- **Excerpted records**:
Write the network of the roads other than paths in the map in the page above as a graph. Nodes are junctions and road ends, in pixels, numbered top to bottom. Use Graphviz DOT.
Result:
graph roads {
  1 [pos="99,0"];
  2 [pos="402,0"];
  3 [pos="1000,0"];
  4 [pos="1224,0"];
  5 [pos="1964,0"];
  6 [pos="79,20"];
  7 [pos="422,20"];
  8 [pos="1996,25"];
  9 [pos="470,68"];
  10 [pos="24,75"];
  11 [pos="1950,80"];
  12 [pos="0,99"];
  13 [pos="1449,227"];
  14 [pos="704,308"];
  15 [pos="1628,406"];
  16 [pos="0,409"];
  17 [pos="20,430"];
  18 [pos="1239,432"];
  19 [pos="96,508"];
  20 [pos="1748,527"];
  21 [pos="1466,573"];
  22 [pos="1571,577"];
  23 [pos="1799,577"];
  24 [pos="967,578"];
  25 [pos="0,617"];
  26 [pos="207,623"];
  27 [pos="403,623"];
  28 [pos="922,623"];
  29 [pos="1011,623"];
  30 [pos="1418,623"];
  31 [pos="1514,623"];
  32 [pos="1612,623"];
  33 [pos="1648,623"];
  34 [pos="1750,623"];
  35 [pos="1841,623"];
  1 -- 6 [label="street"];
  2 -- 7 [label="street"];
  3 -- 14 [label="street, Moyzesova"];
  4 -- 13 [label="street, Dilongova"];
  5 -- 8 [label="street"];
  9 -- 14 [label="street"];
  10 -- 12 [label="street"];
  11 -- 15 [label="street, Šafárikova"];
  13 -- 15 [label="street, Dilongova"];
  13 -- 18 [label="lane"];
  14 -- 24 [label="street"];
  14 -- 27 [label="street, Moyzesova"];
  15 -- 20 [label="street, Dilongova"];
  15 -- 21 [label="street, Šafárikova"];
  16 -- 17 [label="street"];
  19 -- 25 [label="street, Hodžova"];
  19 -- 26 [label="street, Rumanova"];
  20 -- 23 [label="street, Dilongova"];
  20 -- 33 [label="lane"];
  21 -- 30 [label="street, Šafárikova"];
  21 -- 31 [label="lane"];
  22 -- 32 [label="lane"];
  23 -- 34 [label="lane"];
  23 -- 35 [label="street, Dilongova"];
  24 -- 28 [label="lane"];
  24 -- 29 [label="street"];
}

- **Your objective**: All that is needed is the material, repeated exactly.

- **Response**:
Write the network of the roads other than paths in the map in the page above as a graph. Nodes are junctions and road ends, in pixels, numbered top to bottom. Use Graphviz DOT.
Result:
graph roads {
  1 [pos="99,0"];
  2 [pos="402,0"];
  3 [pos="1000,0"];
  4 [pos="1224,0"];
  5 [pos="1964,0"];
  6 [pos="79,20"];
  7 [pos="422,20"];
  8 [pos="1996,25"];
  9 [pos="470,68"];
  10 [pos="24,75"];
  11 [pos="1950,80"];
  12 [pos="0,99"];
  13 [pos="1449,227"];
  14 [pos="704,308"];
  15 [pos="1628,406"];
  16 [pos="0,409"];
  17 [pos="20,430"];
  18 [pos="1239,432"];
  19 [pos="96,508"];
  20 [pos="1748,527"];
  21 [pos="1466,573"];
  22 [pos="1571,577"];
  23 [pos="1799,577"];
  24 [pos="967,578"];
  25 [pos="0,617"];
  26 [pos="207,623"];
  27 [pos="403,623"];
  28 [pos="922,623"];
  29 [pos="1011,623"];
  30 [pos="1418,623"];
  31 [pos="1514,623"];
  32 [pos="1612,623"];
  33 [pos="1648,623"];
  34 [pos="1750,623"];
  35 [pos="1841,623"];
  1 -- 6 [label="street"];
  2 -- 7 [label="street"];
  3 -- 14 [label="street, Moyzesova"];
  4 -- 13 [label="street, Dilongova"];
  5 -- 8 [label="street"];
  9 -- 14 [label="street"];
  10 -- 12 [label="street"];
  11 -- 15 [label="street, Šafárikova"];
  13 -- 15 [label="street, Dilongova"];
  13 -- 18 [label="lane"];
  14 -- 24 [label="street"];
  14 -- 27 [label="street, Moyzesova"];
  15 -- 20 [label="street, Dilongova"];
  15 -- 21 [label="street, Šafárikova"];
  16 -- 17 [label="street"];
  19 -- 25 [label="street, Hodžova"];
  19 -- 26 [label="street, Rumanova"];
  20 -- 23 [label="street, Dilongova"];
  20 -- 33 [label="lane"];
  21 -- 30 [label="street, Šafárikova"];
  21 -- 31 [label="lane"];
  22 -- 32 [label="lane"];
  23 -- 34 [label="lane"];
  23 -- 35 [label="street, Dilongova"];
  24 -- 28 [label="lane"];
  24 -- 29 [label="street"];
}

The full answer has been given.